Each line of the listing where the string "Gemstone" appears is to be identified and copied.

+---+

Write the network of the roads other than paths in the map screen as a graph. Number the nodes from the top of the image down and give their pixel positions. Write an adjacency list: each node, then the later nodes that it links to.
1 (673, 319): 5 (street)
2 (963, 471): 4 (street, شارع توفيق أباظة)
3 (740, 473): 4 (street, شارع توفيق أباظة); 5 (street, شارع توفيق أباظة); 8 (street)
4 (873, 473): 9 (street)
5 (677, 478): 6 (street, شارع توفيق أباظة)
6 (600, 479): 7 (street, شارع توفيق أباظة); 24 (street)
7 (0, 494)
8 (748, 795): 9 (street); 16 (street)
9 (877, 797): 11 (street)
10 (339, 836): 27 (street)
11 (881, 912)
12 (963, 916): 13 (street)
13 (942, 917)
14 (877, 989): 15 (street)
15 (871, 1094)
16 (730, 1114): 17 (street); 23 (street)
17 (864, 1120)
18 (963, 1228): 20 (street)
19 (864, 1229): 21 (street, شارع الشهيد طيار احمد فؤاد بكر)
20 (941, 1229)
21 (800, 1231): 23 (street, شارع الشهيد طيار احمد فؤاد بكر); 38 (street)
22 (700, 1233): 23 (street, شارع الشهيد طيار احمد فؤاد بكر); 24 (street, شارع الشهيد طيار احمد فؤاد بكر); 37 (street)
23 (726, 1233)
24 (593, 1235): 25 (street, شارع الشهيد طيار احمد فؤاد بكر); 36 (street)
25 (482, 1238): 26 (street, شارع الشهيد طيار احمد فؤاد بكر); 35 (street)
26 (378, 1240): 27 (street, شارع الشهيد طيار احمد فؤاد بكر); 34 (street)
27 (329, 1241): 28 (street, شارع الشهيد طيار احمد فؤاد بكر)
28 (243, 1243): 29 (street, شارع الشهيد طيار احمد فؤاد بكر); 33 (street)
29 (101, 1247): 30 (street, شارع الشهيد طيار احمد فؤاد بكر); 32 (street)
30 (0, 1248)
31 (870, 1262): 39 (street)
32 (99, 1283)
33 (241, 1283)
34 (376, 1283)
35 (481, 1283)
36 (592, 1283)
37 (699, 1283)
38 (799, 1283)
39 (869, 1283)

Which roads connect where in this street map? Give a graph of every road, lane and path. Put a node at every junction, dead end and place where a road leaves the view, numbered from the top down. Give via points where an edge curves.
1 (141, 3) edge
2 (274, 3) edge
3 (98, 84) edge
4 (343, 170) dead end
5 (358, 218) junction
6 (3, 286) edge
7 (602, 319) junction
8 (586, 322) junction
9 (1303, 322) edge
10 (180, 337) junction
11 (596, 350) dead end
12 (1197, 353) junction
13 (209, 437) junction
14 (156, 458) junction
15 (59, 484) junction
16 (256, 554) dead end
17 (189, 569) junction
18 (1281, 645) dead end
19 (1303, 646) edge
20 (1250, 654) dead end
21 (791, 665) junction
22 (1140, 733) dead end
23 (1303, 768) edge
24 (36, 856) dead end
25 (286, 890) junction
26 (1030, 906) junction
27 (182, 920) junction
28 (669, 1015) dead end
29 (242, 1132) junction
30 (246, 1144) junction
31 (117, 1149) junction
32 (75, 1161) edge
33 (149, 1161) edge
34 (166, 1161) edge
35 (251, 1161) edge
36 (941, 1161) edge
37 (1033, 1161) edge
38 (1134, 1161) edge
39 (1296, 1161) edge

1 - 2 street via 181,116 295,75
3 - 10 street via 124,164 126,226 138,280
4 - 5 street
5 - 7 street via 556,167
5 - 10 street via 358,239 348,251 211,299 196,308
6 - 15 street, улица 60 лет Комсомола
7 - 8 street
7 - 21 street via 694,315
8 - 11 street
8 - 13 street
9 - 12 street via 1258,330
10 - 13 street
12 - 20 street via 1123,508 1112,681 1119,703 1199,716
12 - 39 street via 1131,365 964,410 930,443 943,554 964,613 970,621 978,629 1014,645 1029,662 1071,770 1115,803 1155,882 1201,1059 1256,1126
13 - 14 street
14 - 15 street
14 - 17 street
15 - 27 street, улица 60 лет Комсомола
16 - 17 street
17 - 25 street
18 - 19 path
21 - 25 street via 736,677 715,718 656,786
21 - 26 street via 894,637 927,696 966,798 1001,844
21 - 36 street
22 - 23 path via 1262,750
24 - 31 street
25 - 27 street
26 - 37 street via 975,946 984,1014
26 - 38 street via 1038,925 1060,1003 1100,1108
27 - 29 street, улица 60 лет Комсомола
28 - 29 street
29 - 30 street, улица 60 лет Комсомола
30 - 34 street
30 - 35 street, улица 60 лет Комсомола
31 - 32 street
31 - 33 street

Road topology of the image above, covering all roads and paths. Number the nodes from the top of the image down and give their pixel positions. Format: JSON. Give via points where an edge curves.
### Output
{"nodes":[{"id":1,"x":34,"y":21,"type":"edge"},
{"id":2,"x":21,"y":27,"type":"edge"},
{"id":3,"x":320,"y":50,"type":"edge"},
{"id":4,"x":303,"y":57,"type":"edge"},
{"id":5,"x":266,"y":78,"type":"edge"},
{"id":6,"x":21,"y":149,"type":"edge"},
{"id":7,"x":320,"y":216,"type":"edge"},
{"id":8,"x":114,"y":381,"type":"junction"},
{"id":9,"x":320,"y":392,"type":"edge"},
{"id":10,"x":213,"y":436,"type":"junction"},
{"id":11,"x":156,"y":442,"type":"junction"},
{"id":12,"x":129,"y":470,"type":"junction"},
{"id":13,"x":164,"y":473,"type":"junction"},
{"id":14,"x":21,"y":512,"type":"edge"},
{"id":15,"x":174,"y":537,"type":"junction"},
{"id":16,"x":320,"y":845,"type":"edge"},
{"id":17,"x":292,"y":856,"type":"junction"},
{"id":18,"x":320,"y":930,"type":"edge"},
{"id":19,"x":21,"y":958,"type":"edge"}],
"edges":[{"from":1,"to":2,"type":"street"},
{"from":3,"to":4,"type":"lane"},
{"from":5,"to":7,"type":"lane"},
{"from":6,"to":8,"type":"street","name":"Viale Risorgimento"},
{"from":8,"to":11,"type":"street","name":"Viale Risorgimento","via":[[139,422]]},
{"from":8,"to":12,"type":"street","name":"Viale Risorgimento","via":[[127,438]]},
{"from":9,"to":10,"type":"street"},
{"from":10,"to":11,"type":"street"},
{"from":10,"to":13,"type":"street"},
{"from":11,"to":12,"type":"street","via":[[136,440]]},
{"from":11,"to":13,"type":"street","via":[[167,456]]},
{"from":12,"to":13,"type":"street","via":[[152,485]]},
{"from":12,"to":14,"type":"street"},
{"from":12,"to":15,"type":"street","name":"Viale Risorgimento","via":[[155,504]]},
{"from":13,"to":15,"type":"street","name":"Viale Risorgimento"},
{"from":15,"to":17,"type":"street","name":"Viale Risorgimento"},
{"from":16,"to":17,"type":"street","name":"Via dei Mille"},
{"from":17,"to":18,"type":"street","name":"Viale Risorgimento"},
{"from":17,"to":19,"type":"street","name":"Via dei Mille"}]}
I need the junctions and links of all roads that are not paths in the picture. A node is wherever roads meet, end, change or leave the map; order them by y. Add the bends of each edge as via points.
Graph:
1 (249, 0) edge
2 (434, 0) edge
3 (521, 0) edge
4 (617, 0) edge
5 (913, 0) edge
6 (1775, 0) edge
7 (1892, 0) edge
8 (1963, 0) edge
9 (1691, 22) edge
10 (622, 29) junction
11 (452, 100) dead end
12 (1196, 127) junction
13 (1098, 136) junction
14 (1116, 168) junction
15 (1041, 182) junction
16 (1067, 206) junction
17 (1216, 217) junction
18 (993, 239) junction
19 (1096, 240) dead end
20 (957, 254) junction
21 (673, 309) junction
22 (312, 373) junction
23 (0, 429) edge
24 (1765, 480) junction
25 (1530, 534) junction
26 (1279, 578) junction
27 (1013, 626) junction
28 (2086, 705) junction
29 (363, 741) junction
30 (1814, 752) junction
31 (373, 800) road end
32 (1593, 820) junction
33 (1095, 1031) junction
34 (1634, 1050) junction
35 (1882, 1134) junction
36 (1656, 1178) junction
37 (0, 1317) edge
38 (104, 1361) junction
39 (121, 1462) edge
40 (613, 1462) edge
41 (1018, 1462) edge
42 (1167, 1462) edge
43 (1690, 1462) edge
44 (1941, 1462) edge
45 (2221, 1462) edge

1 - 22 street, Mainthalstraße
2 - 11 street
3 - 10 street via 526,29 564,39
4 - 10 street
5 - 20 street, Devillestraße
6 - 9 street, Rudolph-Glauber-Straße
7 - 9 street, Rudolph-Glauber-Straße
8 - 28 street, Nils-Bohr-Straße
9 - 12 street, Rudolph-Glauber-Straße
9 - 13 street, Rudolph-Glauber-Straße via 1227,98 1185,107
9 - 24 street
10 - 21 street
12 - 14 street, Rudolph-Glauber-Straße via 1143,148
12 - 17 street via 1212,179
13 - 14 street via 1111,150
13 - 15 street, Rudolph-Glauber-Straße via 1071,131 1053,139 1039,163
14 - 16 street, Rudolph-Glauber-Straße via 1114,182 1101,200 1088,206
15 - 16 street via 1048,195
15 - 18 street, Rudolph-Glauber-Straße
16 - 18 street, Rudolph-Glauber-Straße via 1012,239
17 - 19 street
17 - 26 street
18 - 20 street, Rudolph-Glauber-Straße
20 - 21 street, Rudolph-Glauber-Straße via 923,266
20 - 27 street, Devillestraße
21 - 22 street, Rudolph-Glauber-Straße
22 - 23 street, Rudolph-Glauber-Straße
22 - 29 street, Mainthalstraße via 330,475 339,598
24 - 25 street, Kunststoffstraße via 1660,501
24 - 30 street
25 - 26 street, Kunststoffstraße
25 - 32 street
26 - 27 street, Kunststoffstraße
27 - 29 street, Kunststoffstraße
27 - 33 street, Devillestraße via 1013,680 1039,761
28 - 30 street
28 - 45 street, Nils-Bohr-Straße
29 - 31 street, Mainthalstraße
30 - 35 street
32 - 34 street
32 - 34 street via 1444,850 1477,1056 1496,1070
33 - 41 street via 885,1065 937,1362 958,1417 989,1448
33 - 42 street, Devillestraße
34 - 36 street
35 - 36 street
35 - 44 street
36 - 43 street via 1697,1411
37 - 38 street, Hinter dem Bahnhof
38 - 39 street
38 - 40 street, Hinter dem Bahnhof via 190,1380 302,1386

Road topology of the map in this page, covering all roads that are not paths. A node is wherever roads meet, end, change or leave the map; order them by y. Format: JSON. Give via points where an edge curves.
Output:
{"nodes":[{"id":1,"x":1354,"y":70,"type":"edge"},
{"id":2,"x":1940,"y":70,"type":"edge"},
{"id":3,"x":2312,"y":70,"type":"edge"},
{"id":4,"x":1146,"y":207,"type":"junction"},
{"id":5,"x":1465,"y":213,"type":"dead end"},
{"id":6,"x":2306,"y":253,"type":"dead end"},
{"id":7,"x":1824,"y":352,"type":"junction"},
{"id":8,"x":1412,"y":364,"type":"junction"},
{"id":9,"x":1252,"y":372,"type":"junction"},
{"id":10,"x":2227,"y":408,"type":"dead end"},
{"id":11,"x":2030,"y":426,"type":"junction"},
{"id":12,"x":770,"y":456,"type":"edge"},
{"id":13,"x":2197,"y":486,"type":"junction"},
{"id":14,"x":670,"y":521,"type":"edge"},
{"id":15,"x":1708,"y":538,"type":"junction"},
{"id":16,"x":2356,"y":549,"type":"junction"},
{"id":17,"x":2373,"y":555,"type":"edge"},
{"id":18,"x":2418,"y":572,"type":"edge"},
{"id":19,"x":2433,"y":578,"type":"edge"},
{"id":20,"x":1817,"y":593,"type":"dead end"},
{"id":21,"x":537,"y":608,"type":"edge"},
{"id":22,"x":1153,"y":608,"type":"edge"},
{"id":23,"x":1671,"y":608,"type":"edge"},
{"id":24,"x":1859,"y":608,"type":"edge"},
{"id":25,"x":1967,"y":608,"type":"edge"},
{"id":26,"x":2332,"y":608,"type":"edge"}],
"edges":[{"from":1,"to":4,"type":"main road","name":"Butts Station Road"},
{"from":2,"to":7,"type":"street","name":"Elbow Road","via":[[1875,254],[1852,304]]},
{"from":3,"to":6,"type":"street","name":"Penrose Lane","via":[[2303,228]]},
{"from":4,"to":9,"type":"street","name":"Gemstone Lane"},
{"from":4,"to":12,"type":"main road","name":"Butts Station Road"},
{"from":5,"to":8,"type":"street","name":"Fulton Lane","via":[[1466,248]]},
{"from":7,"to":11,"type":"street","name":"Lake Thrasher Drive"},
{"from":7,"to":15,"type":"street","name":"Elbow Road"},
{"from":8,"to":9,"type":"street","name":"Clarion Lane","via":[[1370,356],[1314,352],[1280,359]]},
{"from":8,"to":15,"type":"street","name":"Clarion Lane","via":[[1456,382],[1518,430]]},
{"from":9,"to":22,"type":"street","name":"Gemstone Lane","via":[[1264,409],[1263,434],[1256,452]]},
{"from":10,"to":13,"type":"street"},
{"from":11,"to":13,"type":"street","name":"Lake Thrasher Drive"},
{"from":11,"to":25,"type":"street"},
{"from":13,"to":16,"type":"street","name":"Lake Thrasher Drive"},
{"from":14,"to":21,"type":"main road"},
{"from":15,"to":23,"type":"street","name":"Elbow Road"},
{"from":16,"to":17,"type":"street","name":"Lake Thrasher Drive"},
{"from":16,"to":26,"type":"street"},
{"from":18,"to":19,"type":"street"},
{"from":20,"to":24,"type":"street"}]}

+---+

Expected output ->
{"from":4,"to":9,"type":"street","name":"Gemstone Lane"},
{"from":9,"to":22,"type":"street","name":"Gemstone Lane","via":[[1264,409],[1263,434],[1256,452]]},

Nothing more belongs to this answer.